• Work to complete: Across all the records below, how many lines contain "Vernay"? Respond with only the number.

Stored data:
►
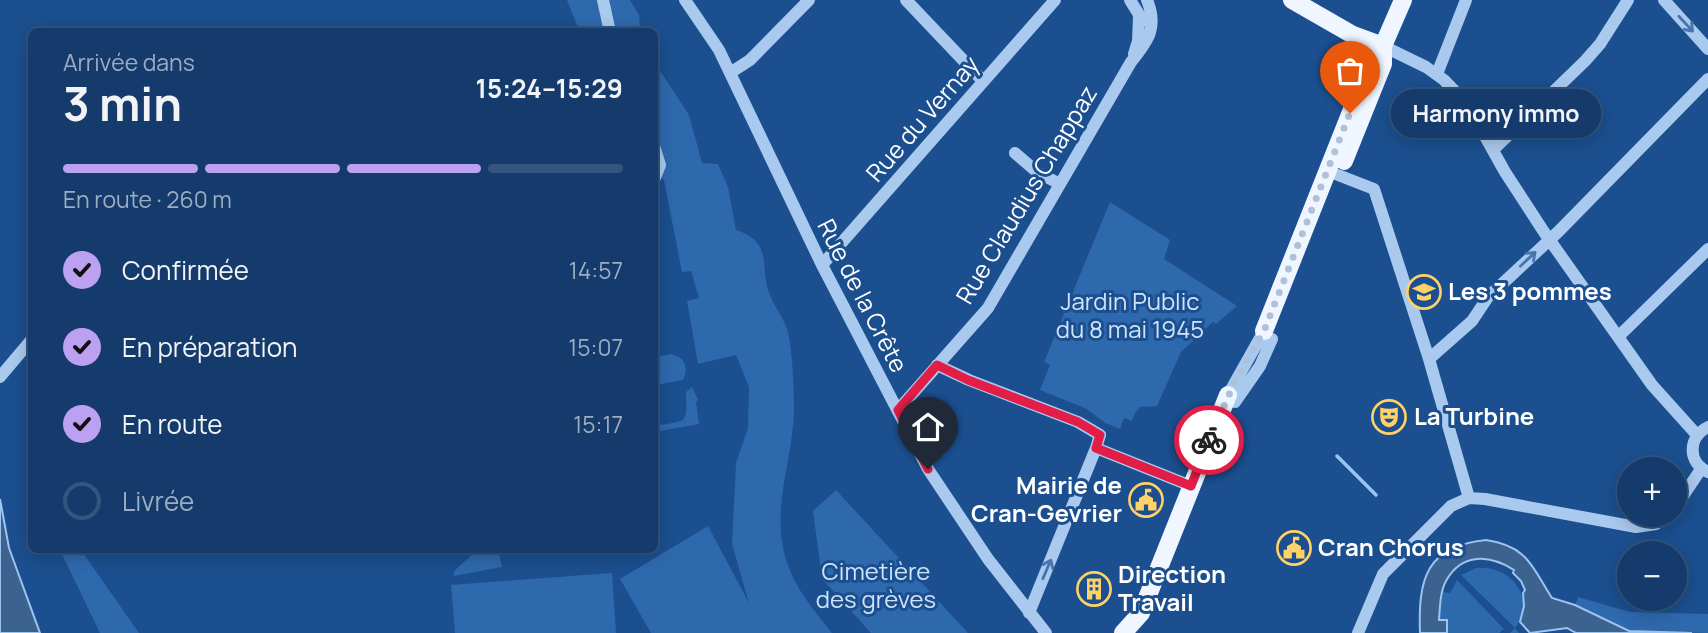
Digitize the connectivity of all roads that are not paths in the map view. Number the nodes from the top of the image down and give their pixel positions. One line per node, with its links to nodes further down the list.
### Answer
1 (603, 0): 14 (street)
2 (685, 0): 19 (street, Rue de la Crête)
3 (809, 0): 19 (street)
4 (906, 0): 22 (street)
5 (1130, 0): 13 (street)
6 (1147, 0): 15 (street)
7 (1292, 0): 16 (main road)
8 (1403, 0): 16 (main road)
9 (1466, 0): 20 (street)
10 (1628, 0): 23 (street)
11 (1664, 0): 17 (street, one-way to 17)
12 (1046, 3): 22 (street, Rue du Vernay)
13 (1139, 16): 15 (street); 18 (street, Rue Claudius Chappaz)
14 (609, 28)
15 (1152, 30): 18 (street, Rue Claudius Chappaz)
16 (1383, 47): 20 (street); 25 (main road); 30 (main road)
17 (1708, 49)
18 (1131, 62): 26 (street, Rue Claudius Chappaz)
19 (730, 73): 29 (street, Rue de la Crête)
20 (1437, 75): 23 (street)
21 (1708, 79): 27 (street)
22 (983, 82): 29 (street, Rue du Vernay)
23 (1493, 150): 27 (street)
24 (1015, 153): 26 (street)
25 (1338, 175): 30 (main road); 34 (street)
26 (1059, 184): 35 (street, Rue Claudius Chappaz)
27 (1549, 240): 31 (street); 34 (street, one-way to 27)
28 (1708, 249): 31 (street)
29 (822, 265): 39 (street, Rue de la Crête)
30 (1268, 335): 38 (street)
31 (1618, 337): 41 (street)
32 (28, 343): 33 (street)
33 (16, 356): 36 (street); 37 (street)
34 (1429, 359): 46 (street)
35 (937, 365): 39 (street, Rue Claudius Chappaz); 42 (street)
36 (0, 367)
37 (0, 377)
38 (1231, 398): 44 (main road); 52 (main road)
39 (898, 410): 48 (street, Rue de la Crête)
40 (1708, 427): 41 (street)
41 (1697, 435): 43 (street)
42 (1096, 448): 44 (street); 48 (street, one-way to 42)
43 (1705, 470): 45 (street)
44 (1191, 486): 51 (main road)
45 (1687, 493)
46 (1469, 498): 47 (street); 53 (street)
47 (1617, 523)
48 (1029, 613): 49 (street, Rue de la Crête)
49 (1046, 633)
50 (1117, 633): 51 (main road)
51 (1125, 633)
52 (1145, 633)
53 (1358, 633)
◄
• Written answer: 2